[EMAIL PROTECTED] said:
> I'm curious about the concept (and practice?) of "Open Hardware" as analogue
> to Open Source ... To what extent is this concept, is anyone doing anything
> along these lines?  Where do such discussions take place?  

There have been a couple of examples of "openhardware", some more vigorous than
others.

You can read about the pros and cons of it here:

http://opencollector.org/Whyfree/

And there are some designs at:

www.openhardware.net

as well as a certification program started by a friend of mine, Henry ("no
relation") Hall, that was more or less still-born in 2002 at
www.open-hardware.org

Some projects, like the Simputer, allow you to license the design at a
reasonable fee.  Some companies, like www.solarpc.com, offer to license
their designs to countries that wish to build their PCs locally, giving
local people assembly jobs, etc.

There are some other projects like  http://www.zapatatelephony.org/
that have the schematics, parts lists, etc. online for building peripherals.

Unlike software, however, most hardware designs have a limited life due to
changes in availability of chips, minimum expectations in functionality and
speed (very few people want a Z80 design today).  On the site openhardware.net
there is a nice design for a small development system utilizing the Dragonball
processor which could be built by high school students.  Alas, the Dragonball
(once the basis, I believe, of the Palm Pilot) is no longer built by Motorola.

Also, more and more hardware designs are descending into integrated circuits
that are designed with sophisticated (read "expensive") software tools,
simulated on sophisticated (there is that word again) software, then "built"
in a Fabrication plant.  Typically not something to which your average high
school has access.  Colleges, perhaps.

I remember a web site that allowed you do develop printed circuit boards and
"test them out" for free, then submit them to a company for manufacture.  I
have heard about web-based tools for integrated circuits that are the same,
but there is still that cost of making "that first one".

Then after you make "the first one", comes the issue of making more, and setting
up a manufacturing line and quantity buying that can make them cheaper than
Taiwan.  In a lot of areas it is not the cost of the hardware itself, but the
import duties put on it by governments.  Witness the fact that laptop computers
going into Brasil are typically 50-100% more expensive than in the states, and
we both buy them from Taiwan or China (for the most part).

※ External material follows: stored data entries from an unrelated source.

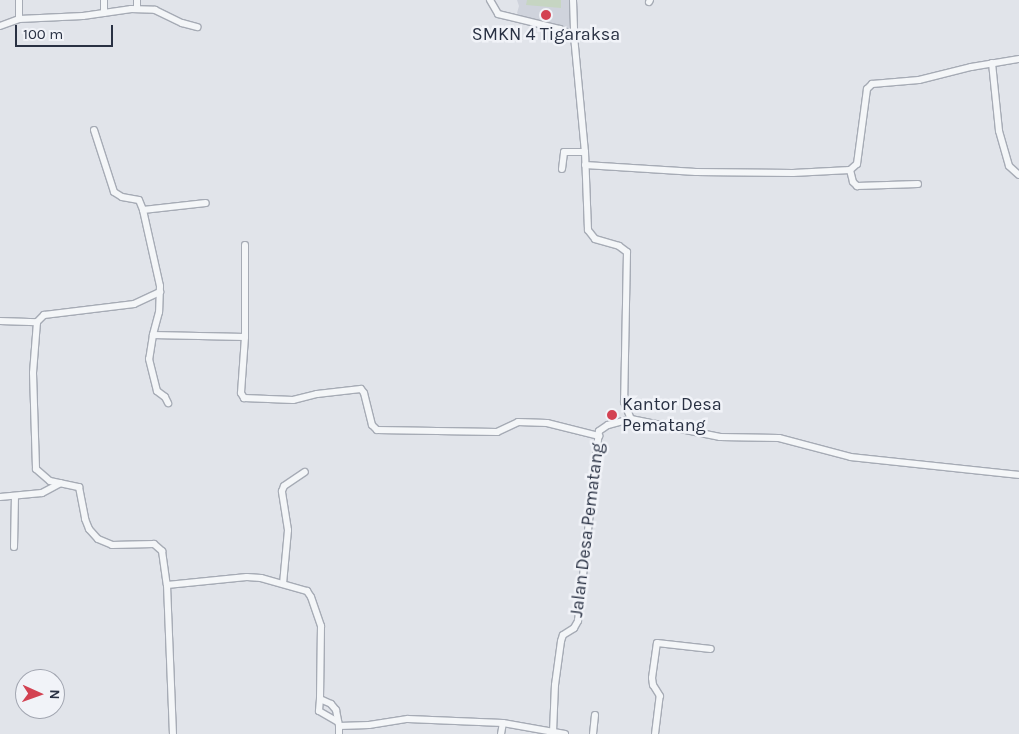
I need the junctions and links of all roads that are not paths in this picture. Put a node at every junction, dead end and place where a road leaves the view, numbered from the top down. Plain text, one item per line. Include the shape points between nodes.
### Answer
1 (19, 0) edge
2 (104, 0) edge
3 (137, 0) edge
4 (490, 0) edge
5 (573, 0) edge
6 (137, 9) junction
7 (104, 13) junction
8 (19, 19) junction
9 (0, 26) edge
10 (197, 27) dead end
11 (574, 36) junction
12 (1019, 59) edge
13 (992, 63) junction
14 (94, 130) dead end
15 (585, 152) junction
16 (585, 165) junction
17 (562, 169) dead end
18 (850, 170) junction
19 (1019, 175) edge
20 (918, 184) dead end
21 (206, 203) dead end
22 (143, 210) junction
23 (245, 245) dead end
24 (160, 292) junction
25 (0, 321) edge
26 (37, 322) junction
27 (153, 335) junction
28 (245, 337) junction
29 (168, 404) dead end
30 (631, 419) junction
31 (598, 436) junction
32 (305, 472) dead end
33 (1019, 475) edge
34 (61, 483) junction
35 (15, 496) junction
36 (0, 497) edge
37 (14, 547) dead end
38 (283, 584) junction
39 (167, 585) junction
40 (711, 649) dead end
41 (320, 699) junction
42 (595, 715) dead end
43 (503, 723) junction
44 (338, 724) junction
45 (535, 732) edge
46 (553, 732) junction
47 (173, 734) edge
48 (339, 734) edge
49 (501, 734) edge
50 (565, 734) edge
51 (593, 734) edge
52 (655, 734) edge

1 - 8 street
2 - 7 street
3 - 6 street
4 - 11 street via 498,14 560,29
5 - 11 street
6 - 7 street
6 - 10 street via 161,11 182,24
7 - 8 street
8 - 9 street
11 - 15 street
12 - 13 street
13 - 18 street via 919,80 872,84 867,89 857,164
13 - 19 street via 999,131 1009,166
14 - 22 street via 114,192 139,200
15 - 16 street
15 - 17 street via 564,152
16 - 18 street via 696,172
16 - 30 street via 588,230 595,239 619,246 627,252 624,402
18 - 20 street via 852,182 858,186
21 - 22 street
22 - 24 street
23 - 28 street
24 - 26 street via 134,304 44,315
24 - 27 street
25 - 26 street
26 - 34 street via 32,373 34,465 46,479
27 - 28 street
27 - 29 street via 149,360 157,391
28 - 31 street via 241,393 244,398 293,400 360,389 364,393 372,425 377,430 497,432 513,423 524,422
30 - 31 street, Jalan Desa Pematang via 603,428
30 - 33 street via 720,438 779,438 851,457
31 - 46 street, Jalan Desa Pematang via 578,621 561,641
32 - 38 street via 284,486 282,491 288,530
34 - 35 street via 42,493
34 - 39 street via 81,489 85,519 98,539 112,545 159,546 164,556
35 - 36 street
35 - 37 street
38 - 39 street via 247,577
38 - 41 street via 307,591 319,618
39 - 47 street
40 - 52 street via 657,643 652,678 660,696
41 - 44 street via 336,710
41 - 44 street via 319,711
42 - 51 street
43 - 44 street via 402,719 369,725
43 - 45 street
43 - 49 street
44 - 48 street
45 - 46 street
46 - 50 street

Basically I think it comes down to this (and please pardon the simplification):

o software you can do on the back of a napkin, napkins are relatively "free"
o hardware you need to have a signal analyzer, and that costs money

maddog (who has done both hardware and software)
-- 
Jon "maddog" Hall
Executive Director           Linux International(R)
email: [EMAIL PROTECTED]         80 Amherst St.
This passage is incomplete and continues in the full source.